Figure 3. SIGIRR^ΔE8 is a common variant in colon cancer cells with reduced complex glycan modification.

A. VACO 400 cells were transfected with FLAG-tagged SIGIRR(+) or empty vector followed bywestern blot. B. RNA from Vaco400 cells was used for 5’ RACE analysis using primer targeting 5’ end (RACE P) and oligo-dT targeting polyA tail. The product from the reaction was resolved on a 1.5% agarose gel. C. Quantitative analysis of the of SIGIRR^ΔE8 versus full-length SIGIRR transcript expressed as percentage of the SIGIRR^ΔE8 in normal colonic epithelial cells, colorectal cancer tissue and colon cancer cell lines.
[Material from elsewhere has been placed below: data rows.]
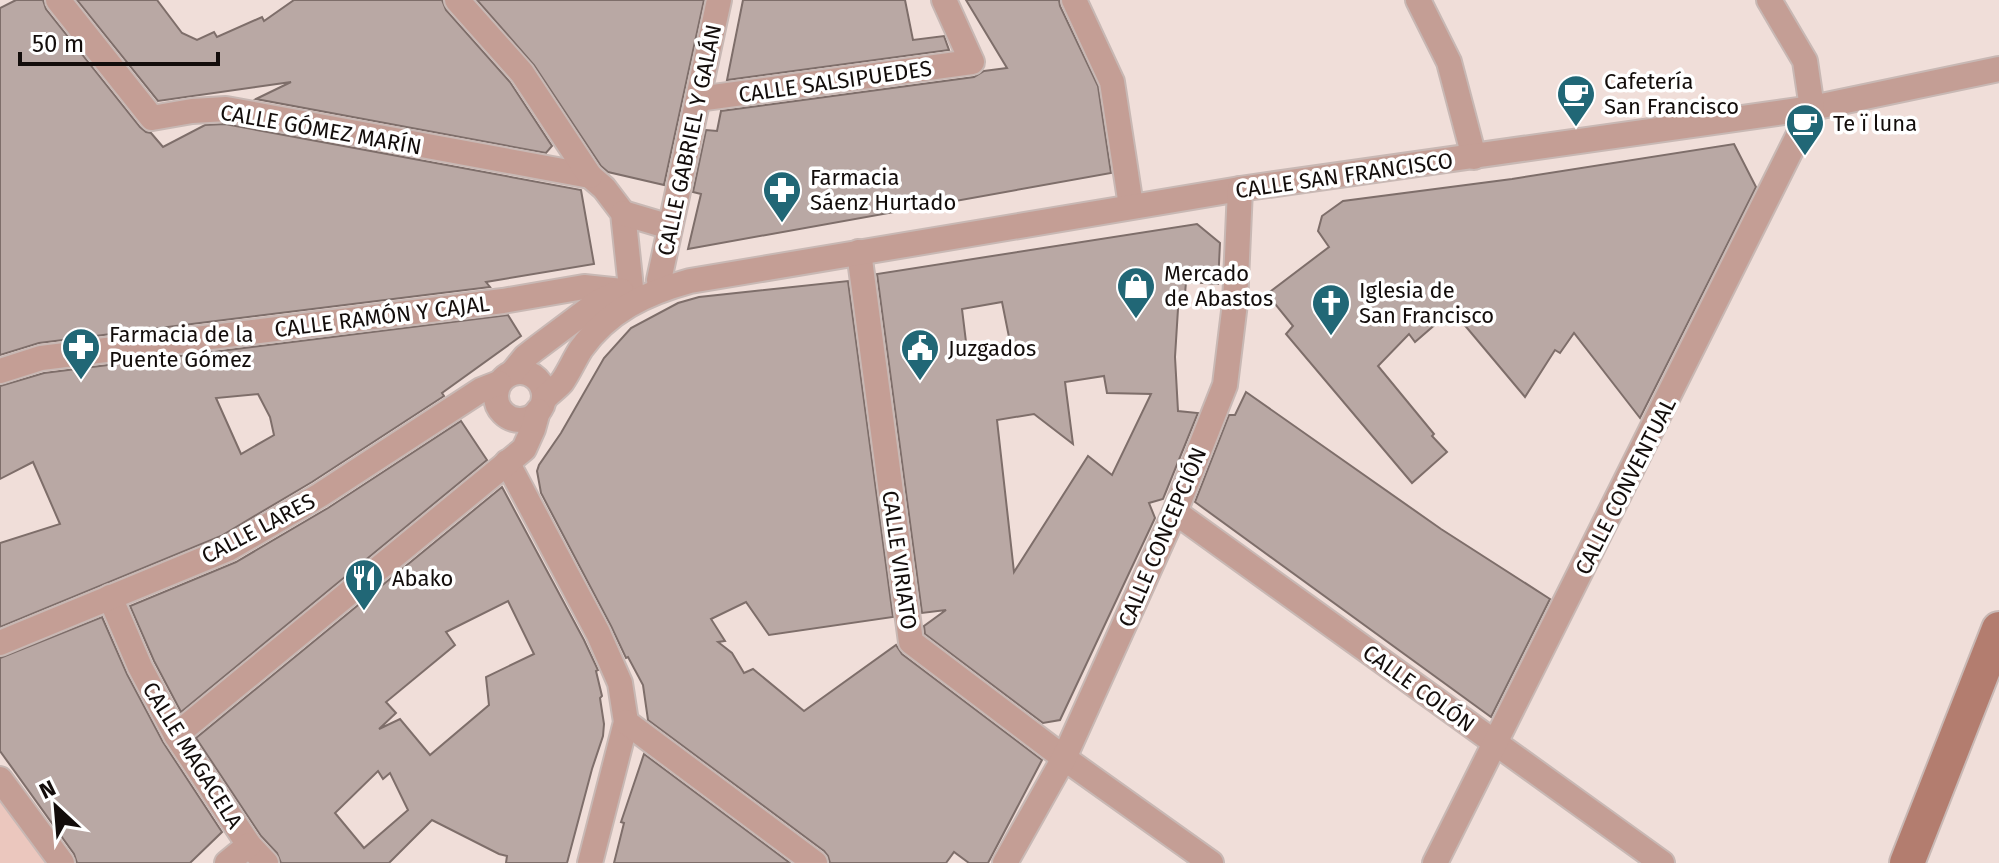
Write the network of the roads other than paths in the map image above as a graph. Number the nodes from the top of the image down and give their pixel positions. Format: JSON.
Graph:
{"nodes":[{"id":1,"x":58,"y":0,"type":"edge"},
{"id":2,"x":457,"y":0,"type":"edge"},
{"id":3,"x":719,"y":0,"type":"edge"},
{"id":4,"x":944,"y":0,"type":"edge"},
{"id":5,"x":1074,"y":0,"type":"edge"},
{"id":6,"x":1418,"y":0,"type":"edge"},
{"id":7,"x":1769,"y":0,"type":"edge"},
{"id":8,"x":1999,"y":69,"type":"edge"},
{"id":9,"x":698,"y":99,"type":"junction"},
{"id":10,"x":1812,"y":108,"type":"junction"},
{"id":11,"x":1474,"y":157,"type":"junction"},
{"id":12,"x":590,"y":176,"type":"junction"},
{"id":13,"x":1240,"y":189,"type":"junction"},
{"id":14,"x":1131,"y":206,"type":"junction"},
{"id":15,"x":623,"y":213,"type":"junction"},
{"id":16,"x":670,"y":227,"type":"junction"},
{"id":17,"x":859,"y":252,"type":"junction"},
{"id":18,"x":659,"y":280,"type":"junction"},
{"id":19,"x":690,"y":281,"type":"junction"},
{"id":20,"x":627,"y":289,"type":"junction"},
{"id":21,"x":0,"y":371,"type":"edge"},
{"id":22,"x":506,"y":378,"type":"junction"},
{"id":23,"x":541,"y":405,"type":"junction"},
{"id":24,"x":507,"y":462,"type":"junction"},
{"id":25,"x":1175,"y":512,"type":"junction"},
{"id":26,"x":110,"y":597,"type":"junction"},
{"id":27,"x":1999,"y":629,"type":"edge"},
{"id":28,"x":0,"y":643,"type":"edge"},
{"id":29,"x":626,"y":722,"type":"junction"},
{"id":30,"x":176,"y":735,"type":"junction"},
{"id":31,"x":1495,"y":743,"type":"junction"},
{"id":32,"x":1064,"y":758,"type":"junction"},
{"id":33,"x":0,"y":779,"type":"edge"},
{"id":34,"x":249,"y":845,"type":"junction"},
{"id":35,"x":62,"y":863,"type":"edge"},
{"id":36,"x":227,"y":863,"type":"edge"},
{"id":37,"x":266,"y":863,"type":"edge"},
{"id":38,"x":590,"y":863,"type":"edge"},
{"id":39,"x":815,"y":863,"type":"edge"},
{"id":40,"x":1005,"y":863,"type":"edge"},
{"id":41,"x":1211,"y":863,"type":"edge"},
{"id":42,"x":1435,"y":863,"type":"edge"},
{"id":43,"x":1662,"y":863,"type":"edge"},
{"id":44,"x":1907,"y":863,"type":"edge"}],
"edges":[{"from":1,"to":12,"type":"street","name":"CALLE GÓMEZ MARÍN"},
{"from":2,"to":12,"type":"street"},
{"from":3,"to":9,"type":"street","name":"CALLE GABRIEL Y GALÁN"},
{"from":4,"to":9,"type":"street","name":"CALLE SALSIPUEDES"},
{"from":5,"to":14,"type":"street"},
{"from":6,"to":11,"type":"street"},
{"from":7,"to":10,"type":"street"},
{"from":8,"to":10,"type":"street","name":"CALLE SAN FRANCISCO"},
{"from":9,"to":16,"type":"street","name":"CALLE GABRIEL Y GALÁN"},
{"from":10,"to":11,"type":"street","name":"CALLE SAN FRANCISCO"},
{"from":10,"to":31,"type":"street","name":"CALLE CONVENTUAL"},
{"from":11,"to":13,"type":"street","name":"CALLE SAN FRANCISCO"},
{"from":12,"to":15,"type":"street"},
{"from":13,"to":14,"type":"street","name":"CALLE SAN FRANCISCO"},
{"from":13,"to":25,"type":"street","name":"CALLE CONCEPCIÓN"},
{"from":14,"to":17,"type":"street","name":"CALLE SAN FRANCISCO"},
{"from":15,"to":16,"type":"street"},
{"from":15,"to":20,"type":"street"},
{"from":16,"to":18,"type":"street","name":"CALLE GABRIEL Y GALÁN"},
{"from":17,"to":19,"type":"street","name":"CALLE SAN FRANCISCO"},
{"from":17,"to":32,"type":"street","name":"CALLE VIRIATO"},
{"from":18,"to":19,"type":"street"},
{"from":18,"to":20,"type":"street"},
{"from":19,"to":23,"type":"street"},
{"from":20,"to":21,"type":"street","name":"CALLE RAMÓN Y CAJAL"},
{"from":20,"to":22,"type":"street","name":"CALLE LARES"},
{"from":22,"to":23,"type":"street"},
{"from":22,"to":23,"type":"street"},
{"from":22,"to":26,"type":"street","name":"CALLE LARES"},
{"from":23,"to":24,"type":"street"},
{"from":24,"to":29,"type":"street"},
{"from":24,"to":30,"type":"street"},
{"from":25,"to":31,"type":"street","name":"CALLE COLÓN"},
{"from":25,"to":32,"type":"street","name":"CALLE CONCEPCIÓN"},
{"from":26,"to":28,"type":"street","name":"CALLE LARES"},
{"from":26,"to":30,"type":"street","name":"CALLE MAGACELA"},
{"from":27,"to":44,"type":"street"},
{"from":29,"to":38,"type":"street"},
{"from":29,"to":39,"type":"street"},
{"from":30,"to":34,"type":"street","name":"CALLE MAGACELA"},
{"from":31,"to":42,"type":"street","name":"CALLE CONVENTUAL"},
{"from":31,"to":43,"type":"street","name":"CALLE COLÓN"},
{"from":32,"to":40,"type":"street","name":"CALLE CONCEPCIÓN"},
{"from":32,"to":41,"type":"street","name":"CALLE VIRIATO"},
{"from":33,"to":35,"type":"street"},
{"from":34,"to":36,"type":"street"},
{"from":34,"to":37,"type":"street","name":"CALLE MAGACELA"}]}
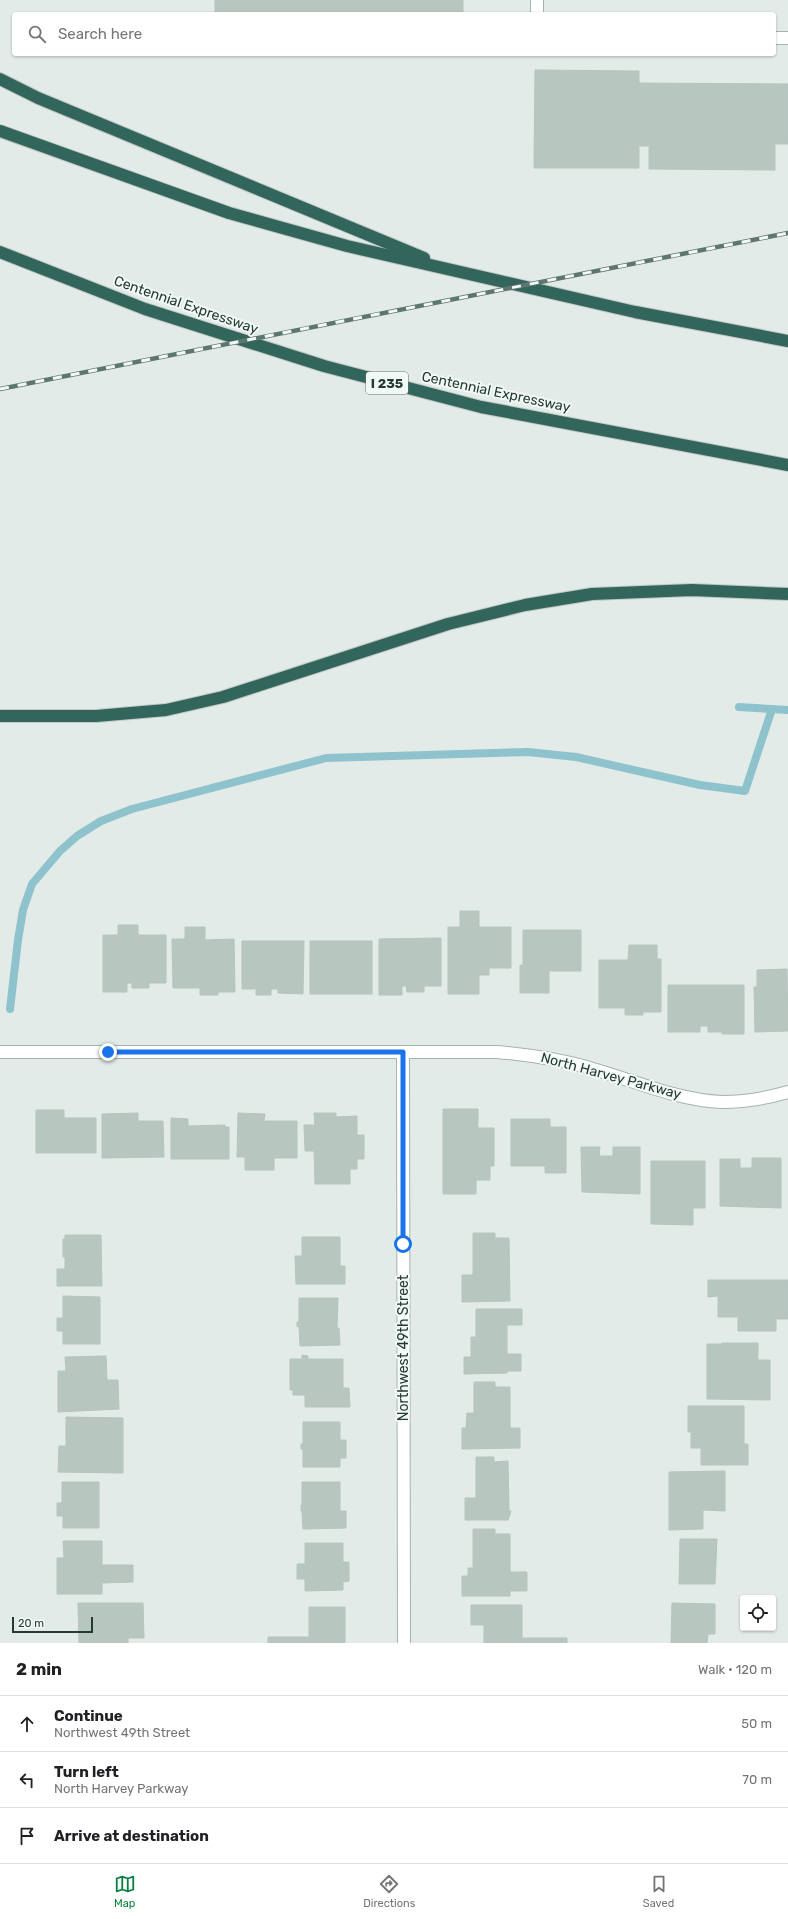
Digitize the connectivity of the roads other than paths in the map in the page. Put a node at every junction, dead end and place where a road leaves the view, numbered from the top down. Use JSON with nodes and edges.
{"nodes":[{"id":1,"x":537,"y":0,"type":"edge"},
{"id":2,"x":537,"y":12,"type":"edge"},
{"id":3,"x":776,"y":38,"type":"edge"},
{"id":4,"x":788,"y":38,"type":"edge"},
{"id":5,"x":0,"y":79,"type":"edge"},
{"id":6,"x":0,"y":131,"type":"edge"},
{"id":7,"x":0,"y":252,"type":"edge"},
{"id":8,"x":456,"y":271,"type":"junction"},
{"id":9,"x":788,"y":341,"type":"edge"},
{"id":10,"x":788,"y":465,"type":"edge"},
{"id":11,"x":788,"y":594,"type":"edge"},
{"id":12,"x":0,"y":716,"type":"edge"},
{"id":13,"x":0,"y":1052,"type":"edge"},
{"id":14,"x":403,"y":1052,"type":"junction"},
{"id":15,"x":788,"y":1092,"type":"edge"},
{"id":16,"x":404,"y":1643,"type":"edge"}],
"edges":[{"from":1,"to":2,"type":"street"},
{"from":3,"to":4,"type":"street"},
{"from":5,"to":8,"type":"highway"},
{"from":6,"to":8,"type":"highway"},
{"from":7,"to":10,"type":"highway","name":"Centennial Expressway","number":"I 235"},
{"from":8,"to":9,"type":"highway"},
{"from":11,"to":12,"type":"highway"},
{"from":13,"to":14,"type":"street","name":"North Harvey Parkway"},
{"from":14,"to":15,"type":"street","name":"North Harvey Parkway"},
{"from":14,"to":16,"type":"street","name":"Northwest 49th Street"}]}
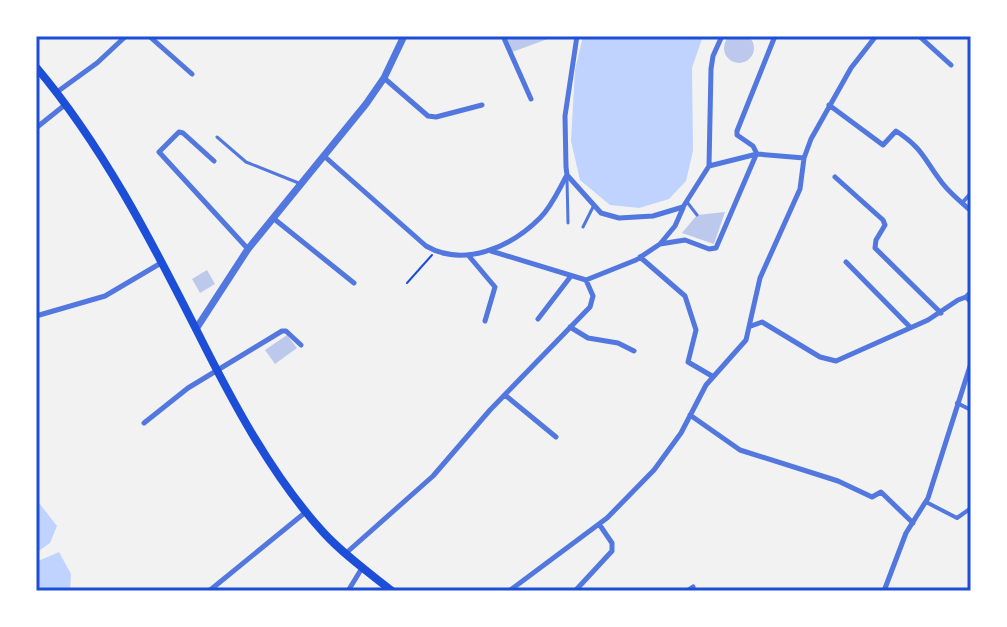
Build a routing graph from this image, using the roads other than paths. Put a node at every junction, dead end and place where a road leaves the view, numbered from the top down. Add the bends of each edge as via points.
1 (126, 36) edge
2 (149, 36) edge
3 (404, 36) edge
4 (503, 36) edge
5 (577, 36) edge
6 (722, 36) edge
7 (775, 36) edge
8 (876, 36) edge
9 (919, 36) edge
10 (951, 65) dead end
11 (36, 67) edge
12 (192, 74) dead end
13 (384, 78) junction
14 (57, 92) junction
15 (531, 99) dead end
16 (66, 104) junction
17 (482, 105) dead end
18 (829, 105) junction
19 (36, 128) edge
20 (217, 137) dead end
21 (757, 154) junction
22 (324, 156) junction
23 (804, 158) junction
24 (214, 161) dead end
25 (709, 166) junction
26 (567, 175) junction
27 (835, 177) dead end
28 (301, 184) junction
29 (971, 193) edge
30 (962, 203) junction
31 (685, 204) junction
32 (594, 205) junction
33 (971, 211) edge
34 (697, 215) dead end
35 (273, 218) junction
36 (568, 223) dead end
37 (583, 227) dead end
38 (660, 244) junction
39 (248, 249) junction
40 (491, 251) junction
41 (467, 254) junction
42 (640, 257) junction
43 (846, 262) dead end
44 (161, 263) junction
45 (571, 276) junction
46 (586, 280) junction
47 (354, 283) dead end
48 (971, 292) edge
49 (968, 300) edge
50 (941, 313) junction
51 (36, 316) edge
52 (538, 319) dead end
53 (485, 321) dead end
54 (570, 327) junction
55 (750, 327) junction
56 (910, 328) junction
57 (196, 329) junction
58 (301, 345) dead end
59 (634, 351) dead end
60 (971, 363) edge
61 (217, 372) junction
62 (712, 376) junction
63 (505, 395) junction
64 (957, 403) junction
65 (971, 410) edge
66 (690, 415) junction
67 (144, 423) dead end
68 (556, 437) dead end
69 (926, 502) junction
70 (971, 508) edge
71 (307, 511) junction
72 (913, 523) junction
73 (599, 524) junction
74 (345, 554) junction
75 (362, 568) junction
76 (209, 591) edge
77 (348, 591) edge
78 (392, 591) edge
79 (509, 591) edge
80 (575, 591) edge
81 (884, 591) edge

1 - 14 street
2 - 12 street
3 - 13 street
4 - 15 street
5 - 26 street via 565,116
6 - 25 street via 711,69
7 - 21 street via 737,131
8 - 18 street
9 - 10 street
11 - 14 main road
13 - 17 street via 428,116
13 - 22 street
14 - 16 main road
16 - 19 street
16 - 44 main road
18 - 23 street
18 - 30 street via 883,145 896,131 902,135 924,152
20 - 28 lane via 246,162
21 - 23 street
21 - 25 street
21 - 38 street via 716,248 685,240
22 - 28 street
22 - 41 street via 426,246
23 - 55 street via 800,189 760,278
24 - 39 street via 179,132 159,152
25 - 31 street
26 - 32 street
26 - 36 lane
26 - 40 street via 541,217
27 - 50 street via 883,220 875,248
28 - 35 street
29 - 30 street
30 - 33 street
31 - 32 street via 653,216 619,218
31 - 34 lane
31 - 38 street
32 - 37 lane
35 - 39 street
35 - 47 street
38 - 42 street
39 - 57 street
40 - 41 street
40 - 45 street
41 - 53 street via 495,287
42 - 46 street
42 - 62 street via 685,296 696,330 688,362
43 - 56 street
44 - 51 street via 105,296
44 - 57 main road
45 - 46 street
45 - 52 street
46 - 54 street via 593,301
48 - 49 street
49 - 50 street via 958,300
50 - 56 street
54 - 59 street
54 - 63 street
55 - 56 street via 762,322 832,361
55 - 62 street via 746,340
57 - 61 main road
58 - 61 street via 282,331
60 - 64 street
61 - 67 street
61 - 71 main road
62 - 66 street
63 - 68 street
63 - 74 street via 433,476
64 - 65 street
64 - 69 street
66 - 72 street via 740,450 872,497 881,492
66 - 73 street via 654,470
69 - 70 street via 957,518
69 - 72 street
71 - 74 main road
71 - 76 street
72 - 81 street
73 - 79 street
73 - 80 street via 612,551
74 - 75 main road
75 - 77 street
75 - 78 main road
Locations of amplicons used in the assay are indicated in B (A1 and A2) D. Indicated amounts of full-length SIGIRR or SIGIRR^ΔE8 were transfected into HeLa cells together with NFκB dependent luciferase followed by luciferase assay and western blot. E. 3μg of full-length SIGIRR or SIGIRR^ΔE8 cDNA was transfected into HeLa cells. 8 hours after transfection, cells were treated with 5ng/mL kifunensine for indicated time and harvested for western blot analysis. Error bar represents standard error of mean (S.E.M.) of 3 technical replicates.